Die Zeit verstrich immer weiter und noch immer kein Anzeichen, dass Stevie jeden Moment aus dem Zimmer herauskommen würde. Langsam bekam ich es immer mehr mit der Angst zu tun. Und als dann plötzlich ein Schrei durch diese markante, weiße Holztüre in den Flur hinaus zu mir drang, dachte ich, dass ich jeden Augenblick zusammenbrechen und sterben werde. Ich hielt in meiner Bewegung inne und versuchte zu lauschen. Irgendein weiteres Geräusch aus dem Zimmer zu erhaschen. Aber da war nichts und es kam auch nichts mehr. Alles war still. Totenstill. Ich hörte nicht ein Mal mehr mein eigenes Herz klopfen. Mir ist es doch tatsächlich für einen Moment stehen geblieben. Ich sag dir, ich habe noch nie in meinem ganzen Leben solch einen Schrei gehört. Das ging mir durch und durch. Bis ins Mark. Mein ganzer Körper begann schließlich zu vibrieren. Ich zitterte wie Espenlaub. Musste mich hinsetzen, sonst wäre ich wohl auf der Stelle weg geknickt. Nach ein paar Minuten hatte ich mich dann wieder soweit im Griff, dass ich wenigstens ohne diesen fiesen, stechenden Schmerz in der Brust weiter atmen konnte. Aber noch immer kam keine Reaktion aus dem Zimmer, in dem Stevie sich nun seit knapp einer Stunde aufhielt. Ich hatte bald schon keine Ausdauer mehr zu warten und zu hoffen, dass es Stevie gut gehen würde. Immer wieder hörte ich diesen markerschütternden, furchtbaren Schrei. Ich ging dann doch wieder zurück zu der Zimmertüre und versuchte zu lauschen. Vielleicht würde ich ja doch das ein oder andere Wort mithören können. Oder zumindest Stevies Stimme vernehmen. Nur um sicher zu gehen, dass es ihr soweit gut geht. Ich habe also mein Ohr an die kalte Holztüre gelegt und versucht zu lauschen. Doch leider kam ich nicht dazu viel zu verstehen, da genau in diesem Moment die Türe aus ihrer Verankerung gerissen wurde und ich beinahe in das Zimmer vor die Füße des Arztes und vor deren von Stevie gefallen wäre. Das war vielleicht peinlich gewesen. Die beiden schauten mich ganz entsetzt an. Aber ich ließ mich davon nicht beirren und griff mir schlussendlich Stevies Hand, um sie aus dem Zimmer fort zu ziehen. Jedoch nicht, ohne dem Arzt einen bösen Blick zu zuwerfen.

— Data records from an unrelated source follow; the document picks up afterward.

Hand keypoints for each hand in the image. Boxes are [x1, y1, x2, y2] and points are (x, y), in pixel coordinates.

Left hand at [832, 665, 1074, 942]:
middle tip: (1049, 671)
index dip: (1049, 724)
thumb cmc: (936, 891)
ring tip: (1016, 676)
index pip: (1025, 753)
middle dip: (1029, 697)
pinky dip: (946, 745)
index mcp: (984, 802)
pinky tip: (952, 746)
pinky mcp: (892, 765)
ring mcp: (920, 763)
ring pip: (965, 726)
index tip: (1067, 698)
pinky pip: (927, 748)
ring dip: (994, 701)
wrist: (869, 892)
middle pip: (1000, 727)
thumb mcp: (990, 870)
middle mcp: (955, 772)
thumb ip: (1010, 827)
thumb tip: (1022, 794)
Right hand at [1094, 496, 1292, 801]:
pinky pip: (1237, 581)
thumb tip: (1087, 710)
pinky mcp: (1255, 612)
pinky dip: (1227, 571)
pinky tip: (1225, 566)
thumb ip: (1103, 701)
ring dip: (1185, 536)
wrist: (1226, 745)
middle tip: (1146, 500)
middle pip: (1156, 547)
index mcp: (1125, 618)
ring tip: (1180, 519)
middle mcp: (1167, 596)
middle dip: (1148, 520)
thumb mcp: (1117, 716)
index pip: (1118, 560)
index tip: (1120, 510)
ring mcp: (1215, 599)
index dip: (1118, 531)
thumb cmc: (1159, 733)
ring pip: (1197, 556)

Stevie redete auch nach dieser Untersuchung nicht viel. Sie verlor kein einziges Wort darüber, was ihr widerfahren war. Ich habe es schließlich dabei belassen. Vorerst. Ich dachte mir, dass Stevie sicher etwas Zeit bräuchte. Für sich allein. Dann würde sie auch von ganz allein kommen und mir alles erzählen. Immerhin bin ich die einzige Bezugsperson, die sie im Moment hat. Nur war Stevie nicht so wie sonst immer. Sie war noch viel verstörter, als sie es ohnehin schon den ganzen Tag war und das machte mir zusehends Sorgen. Ich hatte solche Angst, dass sie sich nun vollkommen zurückziehen und nie wieder ein Wort mit mir reden würde. Ich hoffe nur, dass Stevie irgendwann mit mir über diese Sache redet, die dort in dem Untersuchungszimmer gewesen war.
Jodi, ich vermisse euch so sehr und ganz besonders natürlich Dich. Mir kommt es so vor, als hätten wir gerade gestern erst zueinander gefunden. Kein Wunder. Ich bin ja auch so unendlich weit weg von euch. Von dir. Ich kann dir gar nicht sagen, wie sehr es mich schmerzte, als ich dir diese Worte mitteilen musste. Aber glaube mir, es ist besser für euch und ganz besonders auch für dich. Es ist nicht das Einfachste der Welt, wenn man mit ansehen muss, wie ein geliebter Mensch nur noch darauf wartet, zu sterben.
Nick war gestern wieder bei mir. Traurigkeit überfiel mich ein wiederholtes Mal, als ich ihn wieder gehen lassen musste. Dabei wünsche ich mir nichts sehnlicher, als mit ihm zu gehen. Nach Hause zurückzukehren. Aber leider geht das nicht. Vorerst nicht. Aber weißt du, ich mache mir furchtbare Sorgen um Alex. Manchmal glaube ich, dass er mit meiner Krankheit so gar nicht zu Recht kommt. Dass er sich einfach nicht damit abfinden kann. Vielleicht könntest du dich ein wenig um ihn kümmern? Ich weiß, es ist viel verlangt von mir, aber ich wüsste nicht, wen ich sonst um Hilfe bitten könnte. Seit Claire starb hatte er ja nur noch mich. Sozusagen. Früher war es immer Claire gewesen, der er alles anvertraut hat. Ihr alles, all seine Gefühle und Empfindungen preisgab. Claire war die einzige, die ihn in- und auswendig kannte. Aber nun bin ich auch nicht mehr da. Bei euch in der Nähe. Ich mach mir wirklich große Sorgen um Alex. Obwohl er seit ein paar Wochen ziemlich regelmäßig hier im Krankenhaus ist, macht er auf mich den Eindruck, als wenn es ihm nicht wirklich wohl bei der Sache ist. Er ist so in sich gekehrt und total verschlossen. Redet nicht viel.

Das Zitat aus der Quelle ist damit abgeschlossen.